• **WHAT IS EXPECTED**
Send back the entries below exactly as they appear.

[PROVIDED RECORDS Boundary: Start]

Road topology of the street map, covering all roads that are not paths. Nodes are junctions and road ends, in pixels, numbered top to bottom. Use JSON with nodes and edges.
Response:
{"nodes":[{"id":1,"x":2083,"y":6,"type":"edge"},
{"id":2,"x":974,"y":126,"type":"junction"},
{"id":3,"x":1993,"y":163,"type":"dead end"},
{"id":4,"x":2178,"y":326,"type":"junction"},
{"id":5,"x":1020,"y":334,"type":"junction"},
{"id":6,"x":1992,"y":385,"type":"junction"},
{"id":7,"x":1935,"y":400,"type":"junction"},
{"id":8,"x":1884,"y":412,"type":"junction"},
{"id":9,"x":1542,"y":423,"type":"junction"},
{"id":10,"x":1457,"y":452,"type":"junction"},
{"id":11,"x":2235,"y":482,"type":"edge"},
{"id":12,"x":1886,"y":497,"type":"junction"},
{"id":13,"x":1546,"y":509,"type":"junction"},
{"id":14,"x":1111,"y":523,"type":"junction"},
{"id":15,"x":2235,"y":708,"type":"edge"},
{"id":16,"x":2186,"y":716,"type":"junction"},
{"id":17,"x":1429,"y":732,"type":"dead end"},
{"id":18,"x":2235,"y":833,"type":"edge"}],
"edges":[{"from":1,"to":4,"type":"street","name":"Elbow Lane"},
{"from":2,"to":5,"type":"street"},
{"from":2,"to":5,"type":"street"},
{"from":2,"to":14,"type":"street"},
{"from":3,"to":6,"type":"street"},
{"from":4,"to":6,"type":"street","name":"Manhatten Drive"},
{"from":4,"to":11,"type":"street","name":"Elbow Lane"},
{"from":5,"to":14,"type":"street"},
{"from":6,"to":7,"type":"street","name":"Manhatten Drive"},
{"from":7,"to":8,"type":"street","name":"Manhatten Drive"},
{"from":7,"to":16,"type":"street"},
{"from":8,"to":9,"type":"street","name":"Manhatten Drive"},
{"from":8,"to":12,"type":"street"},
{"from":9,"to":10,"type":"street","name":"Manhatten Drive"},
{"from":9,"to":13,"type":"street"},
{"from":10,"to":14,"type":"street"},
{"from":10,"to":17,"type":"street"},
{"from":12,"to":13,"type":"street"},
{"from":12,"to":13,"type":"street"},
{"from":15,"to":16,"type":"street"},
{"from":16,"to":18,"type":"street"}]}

[PROVIDED RECORDS Boundary: End]

• **FINISHED TASK**
Road topology of the street map, covering all roads that are not paths. Nodes are junctions and road ends, in pixels, numbered top to bottom. Use JSON with nodes and edges.
Response:
{"nodes":[{"id":1,"x":2083,"y":6,"type":"edge"},
{"id":2,"x":974,"y":126,"type":"junction"},
{"id":3,"x":1993,"y":163,"type":"dead end"},
{"id":4,"x":2178,"y":326,"type":"junction"},
{"id":5,"x":1020,"y":334,"type":"junction"},
{"id":6,"x":1992,"y":385,"type":"junction"},
{"id":7,"x":1935,"y":400,"type":"junction"},
{"id":8,"x":1884,"y":412,"type":"junction"},
{"id":9,"x":1542,"y":423,"type":"junction"},
{"id":10,"x":1457,"y":452,"type":"junction"},
{"id":11,"x":2235,"y":482,"type":"edge"},
{"id":12,"x":1886,"y":497,"type":"junction"},
{"id":13,"x":1546,"y":509,"type":"junction"},
{"id":14,"x":1111,"y":523,"type":"junction"},
{"id":15,"x":2235,"y":708,"type":"edge"},
{"id":16,"x":2186,"y":716,"type":"junction"},
{"id":17,"x":1429,"y":732,"type":"dead end"},
{"id":18,"x":2235,"y":833,"type":"edge"}],
"edges":[{"from":1,"to":4,"type":"street","name":"Elbow Lane"},
{"from":2,"to":5,"type":"street"},
{"from":2,"to":5,"type":"street"},
{"from":2,"to":14,"type":"street"},
{"from":3,"to":6,"type":"street"},
{"from":4,"to":6,"type":"street","name":"Manhatten Drive"},
{"from":4,"to":11,"type":"street","name":"Elbow Lane"},
{"from":5,"to":14,"type":"street"},
{"from":6,"to":7,"type":"street","name":"Manhatten Drive"},
{"from":7,"to":8,"type":"street","name":"Manhatten Drive"},
{"from":7,"to":16,"type":"street"},
{"from":8,"to":9,"type":"street","name":"Manhatten Drive"},
{"from":8,"to":12,"type":"street"},
{"from":9,"to":10,"type":"street","name":"Manhatten Drive"},
{"from":9,"to":13,"type":"street"},
{"from":10,"to":14,"type":"street"},
{"from":10,"to":17,"type":"street"},
{"from":12,"to":13,"type":"street"},
{"from":12,"to":13,"type":"street"},
{"from":15,"to":16,"type":"street"},
{"from":16,"to":18,"type":"street"}]}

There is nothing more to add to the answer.